Amateur is one of those words like ‘critical’ that has a duplicity of meanings. It derives from the Latin ‘amare’ (to love) and can be understood as ‘activity pursued for its own sake, or for no remuneration’. But it also has a pejorative connotation of somehow meaning shoddy and unprofessional.

A quick glance at the Arts Council England website would, until recently, have excluded any mention of the term ‘amateur’ beyond footnotes in the CVs of a couple of local councillors on regional boards. In Wales they have always had a different approach to the concept of amateur and professional. Whether through cultural traditions such as the Eisteddfod or a wholly separate approach to the importance of participatory arts, this approach contrasts markedly with the way in which amateur has been pitted against professional across the border in England.

Robert Hutchison and Andrew Feist’s analysis in ‘Amateur Arts in the UK’, over 10 years ago, indicated that we might have much to learn from the Welsh approach: “It is worth restating that the term ‘amateur’ is not unambiguously separated from the term ‘professional’ and that rather than a clear amateur–professional divide, there is a complex amateur-professional continuum of accomplishment and activity. The important point is that most serious practitioners of the arts will probably place themselves at different points along these axes and that those positions will differ at different periods of their lives.”

In breaking down barriers such as those between so-called high and low art, the twin drivers of inclusivity and audience development have latterly allowed a repositioning of amateur and professional. The Wales-based playwright Lucy Gough dropped me a note recently. As well as writing plays for stage and radio she currently writes for Mersey TV’s Hollyoaks.
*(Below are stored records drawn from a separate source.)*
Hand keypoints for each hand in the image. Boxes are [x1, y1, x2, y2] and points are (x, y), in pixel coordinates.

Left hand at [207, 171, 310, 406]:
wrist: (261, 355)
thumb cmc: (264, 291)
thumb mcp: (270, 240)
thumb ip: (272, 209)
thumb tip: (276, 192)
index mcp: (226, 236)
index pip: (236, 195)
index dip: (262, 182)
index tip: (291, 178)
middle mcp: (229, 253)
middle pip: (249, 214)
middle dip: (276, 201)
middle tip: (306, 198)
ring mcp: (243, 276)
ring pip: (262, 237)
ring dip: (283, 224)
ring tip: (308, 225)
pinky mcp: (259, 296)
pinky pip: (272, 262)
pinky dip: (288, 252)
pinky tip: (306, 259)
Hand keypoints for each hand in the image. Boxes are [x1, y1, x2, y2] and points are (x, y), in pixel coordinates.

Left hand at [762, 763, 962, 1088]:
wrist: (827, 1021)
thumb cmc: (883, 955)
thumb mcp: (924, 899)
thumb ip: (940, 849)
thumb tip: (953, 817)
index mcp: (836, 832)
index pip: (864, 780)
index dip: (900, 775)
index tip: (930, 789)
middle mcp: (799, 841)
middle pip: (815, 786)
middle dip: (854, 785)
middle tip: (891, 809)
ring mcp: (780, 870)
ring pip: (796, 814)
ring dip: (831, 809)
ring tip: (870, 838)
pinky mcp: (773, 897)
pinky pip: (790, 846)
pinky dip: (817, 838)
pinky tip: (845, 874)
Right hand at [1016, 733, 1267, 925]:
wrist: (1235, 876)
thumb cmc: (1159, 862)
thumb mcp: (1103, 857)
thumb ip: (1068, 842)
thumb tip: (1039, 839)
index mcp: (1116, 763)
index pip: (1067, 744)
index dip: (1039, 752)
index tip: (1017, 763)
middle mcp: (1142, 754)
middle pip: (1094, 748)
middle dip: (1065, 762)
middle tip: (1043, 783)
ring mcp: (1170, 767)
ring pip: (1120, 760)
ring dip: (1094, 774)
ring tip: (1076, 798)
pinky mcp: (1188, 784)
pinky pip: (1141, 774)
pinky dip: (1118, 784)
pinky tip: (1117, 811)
She said: “a company in Scotland asked if they could produce, for a Scottish amateur dramatic competition, a play they had just heard of mine on the radio, called ‘The Raft’… a totally surreal play full of shrouds, submarines, and a soul floating about on a mattress in a sea of dread – so no mean feat to stage. Anyway, they did and won loads of awards – lovely feeling for me and interesting since it seems acres away from the usual plays they did, so very brave. But I think it also strikes another bell for this link between professional writer and amateur company. When they phoned to tell me their news – and combined with the letters and photos they’ve been sending – I have to say their enthusiasm and commitment is at the heart of theatre…”
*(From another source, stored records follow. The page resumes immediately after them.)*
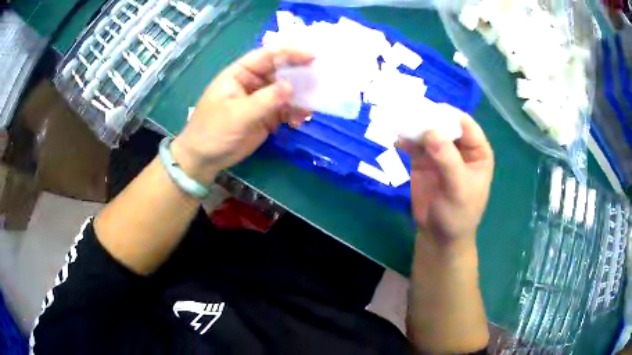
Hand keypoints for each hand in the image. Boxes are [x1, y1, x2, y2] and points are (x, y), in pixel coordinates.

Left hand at [171, 48, 313, 184]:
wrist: (204, 159)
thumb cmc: (213, 131)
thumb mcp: (238, 114)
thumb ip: (265, 100)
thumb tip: (291, 86)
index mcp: (241, 73)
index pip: (267, 56)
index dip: (290, 52)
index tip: (313, 55)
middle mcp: (253, 82)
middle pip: (281, 71)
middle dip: (300, 74)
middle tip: (321, 78)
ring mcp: (261, 99)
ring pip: (286, 91)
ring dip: (300, 97)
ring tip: (311, 107)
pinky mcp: (266, 116)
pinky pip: (286, 110)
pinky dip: (295, 113)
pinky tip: (300, 121)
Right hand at [399, 114, 493, 250]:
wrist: (439, 236)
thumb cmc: (458, 213)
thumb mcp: (458, 187)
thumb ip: (447, 158)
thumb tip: (430, 130)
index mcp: (477, 150)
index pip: (465, 124)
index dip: (449, 115)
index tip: (430, 112)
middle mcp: (459, 147)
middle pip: (444, 124)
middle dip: (428, 119)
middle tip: (410, 114)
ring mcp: (440, 152)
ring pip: (427, 132)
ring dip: (414, 127)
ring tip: (399, 123)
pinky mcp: (422, 160)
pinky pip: (414, 144)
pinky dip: (405, 140)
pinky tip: (397, 142)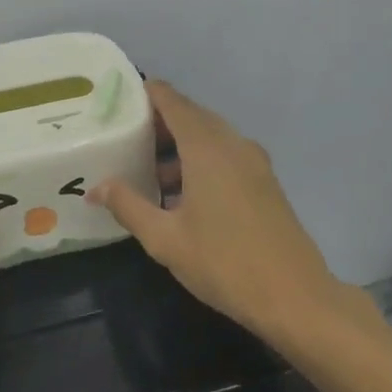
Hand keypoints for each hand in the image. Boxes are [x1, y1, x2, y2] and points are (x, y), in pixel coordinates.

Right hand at [91, 81, 358, 347]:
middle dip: (160, 120)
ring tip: (149, 170)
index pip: (173, 102)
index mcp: (206, 147)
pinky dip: (201, 159)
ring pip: (211, 136)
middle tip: (127, 135)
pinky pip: (226, 154)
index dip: (148, 93)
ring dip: (181, 144)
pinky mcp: (265, 182)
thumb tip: (96, 188)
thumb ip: (128, 206)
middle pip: (192, 115)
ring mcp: (254, 162)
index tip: (120, 98)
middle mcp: (232, 144)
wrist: (296, 298)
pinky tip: (184, 194)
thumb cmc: (224, 263)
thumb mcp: (165, 239)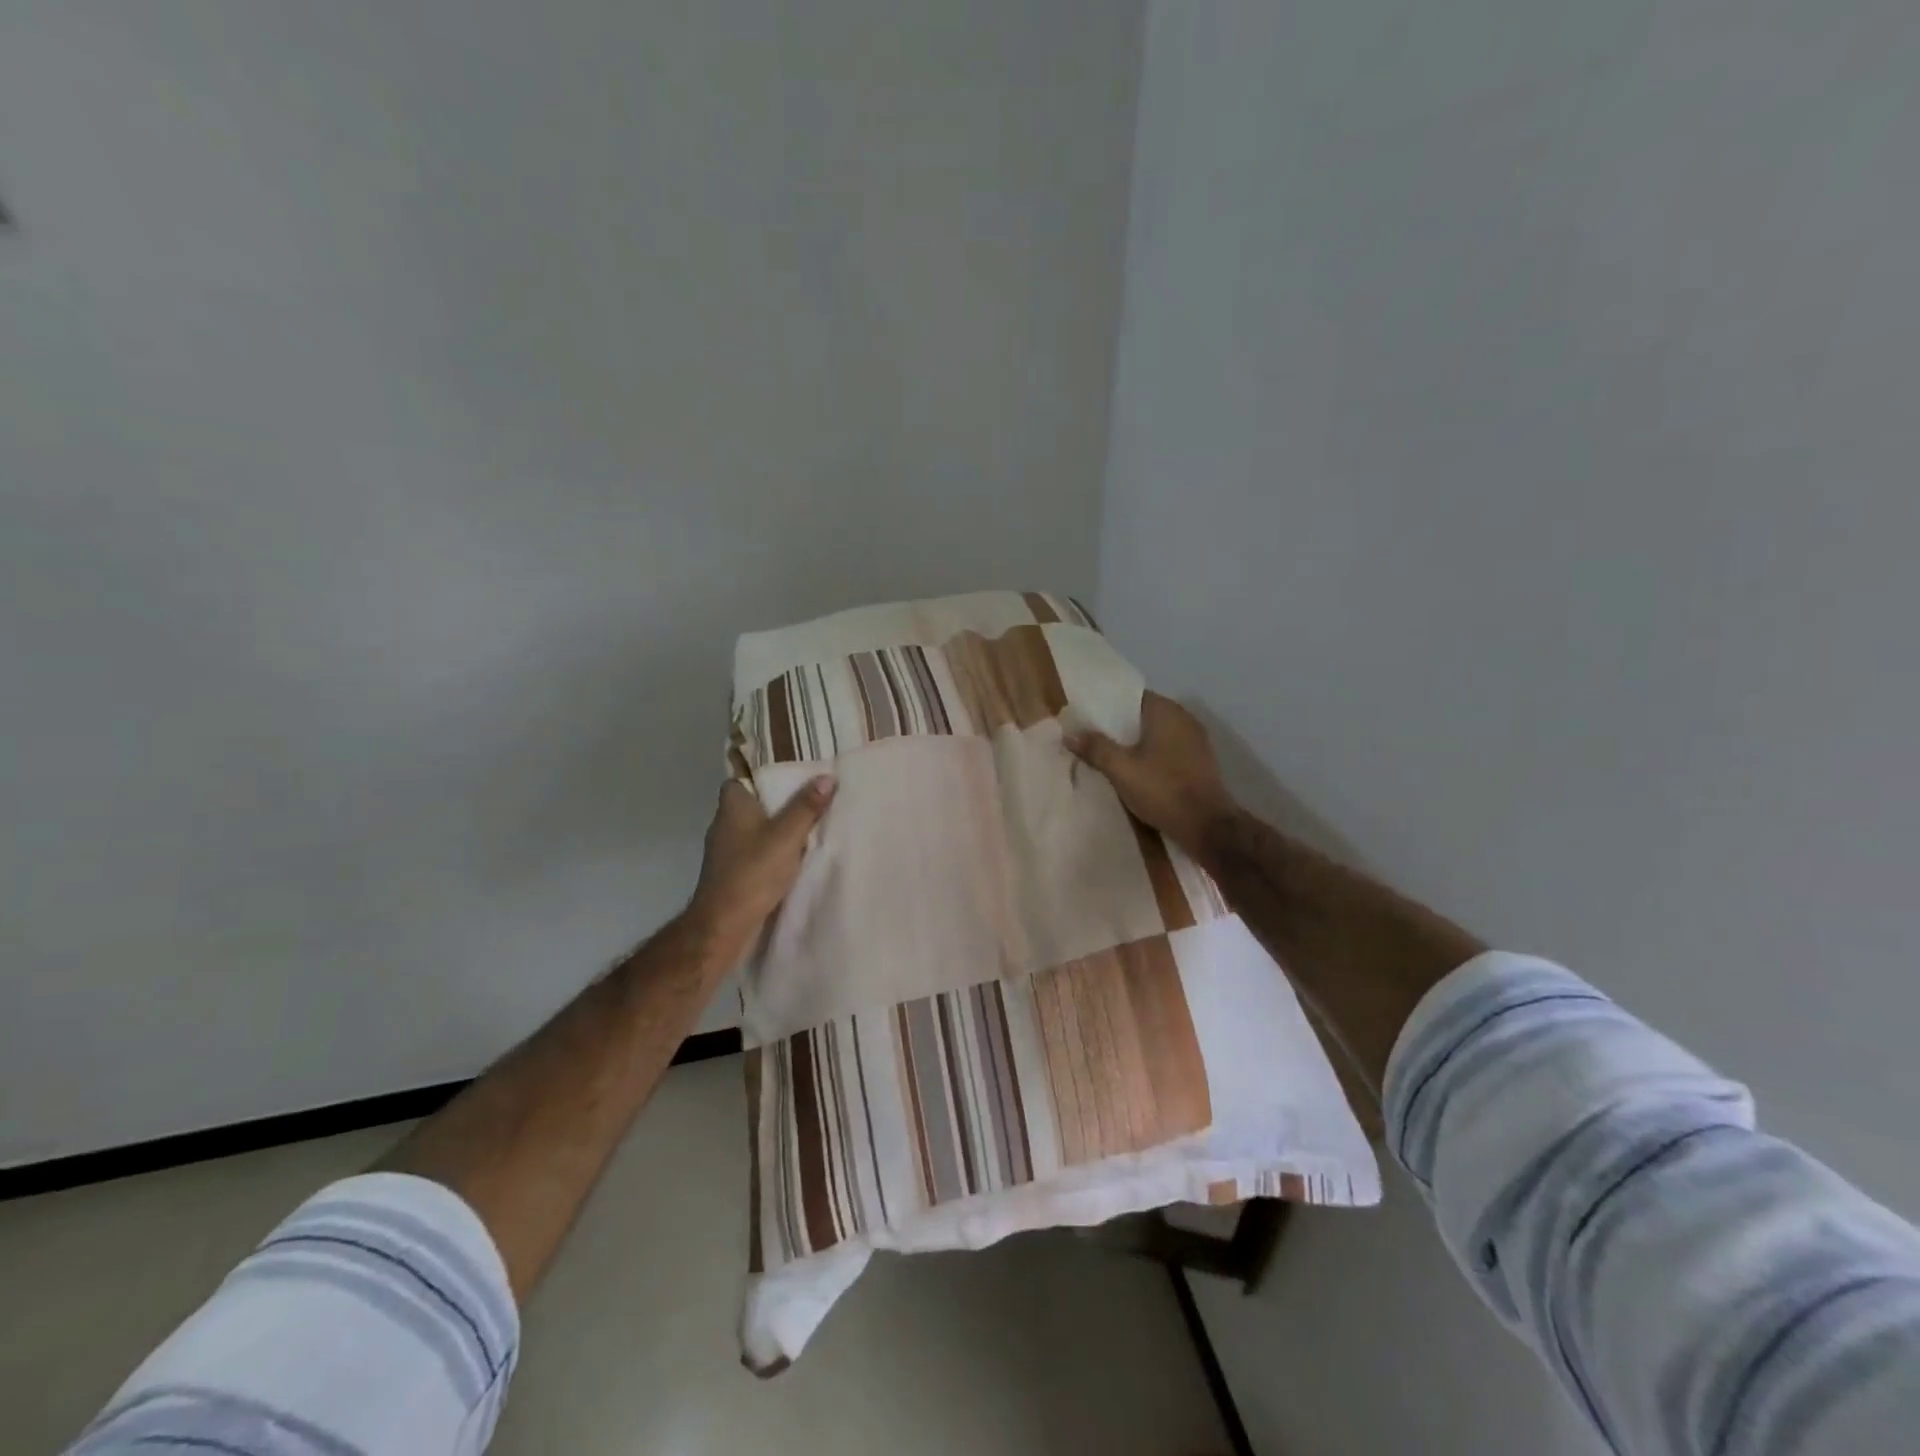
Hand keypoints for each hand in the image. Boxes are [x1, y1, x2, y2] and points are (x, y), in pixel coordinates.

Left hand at [687, 777, 834, 946]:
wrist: (725, 924)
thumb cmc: (752, 872)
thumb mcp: (787, 836)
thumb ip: (806, 807)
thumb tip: (827, 777)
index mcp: (732, 805)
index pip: (742, 776)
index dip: (764, 772)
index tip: (791, 769)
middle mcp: (725, 823)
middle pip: (753, 801)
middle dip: (778, 799)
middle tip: (811, 792)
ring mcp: (727, 849)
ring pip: (755, 827)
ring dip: (777, 825)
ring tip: (809, 820)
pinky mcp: (733, 871)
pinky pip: (756, 849)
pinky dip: (773, 847)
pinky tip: (795, 852)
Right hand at [1066, 692, 1237, 854]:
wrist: (1207, 826)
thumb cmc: (1163, 789)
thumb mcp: (1121, 769)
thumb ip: (1096, 748)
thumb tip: (1070, 734)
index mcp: (1166, 711)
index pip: (1132, 697)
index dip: (1109, 707)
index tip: (1088, 718)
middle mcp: (1184, 719)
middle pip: (1144, 716)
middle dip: (1120, 727)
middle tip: (1093, 738)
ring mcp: (1196, 741)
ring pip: (1157, 735)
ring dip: (1137, 744)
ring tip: (1111, 756)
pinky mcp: (1200, 762)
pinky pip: (1169, 751)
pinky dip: (1152, 757)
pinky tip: (1137, 772)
Excellence compromised? Just another feature of dumbed-down popularisation of culture? I don’t think so. How many duff nights have we all sat through in the ‘professional’ theatre? The same is true, of course, at any point along the amateur-professional continuum. The arts-funding system in England has understood that if it can tap in to the hundreds of thousands of people across Britain involved in amateur theatre and facilitate closer collaboration with professionally accomplished artists, then there are rich opportunities for development and employment.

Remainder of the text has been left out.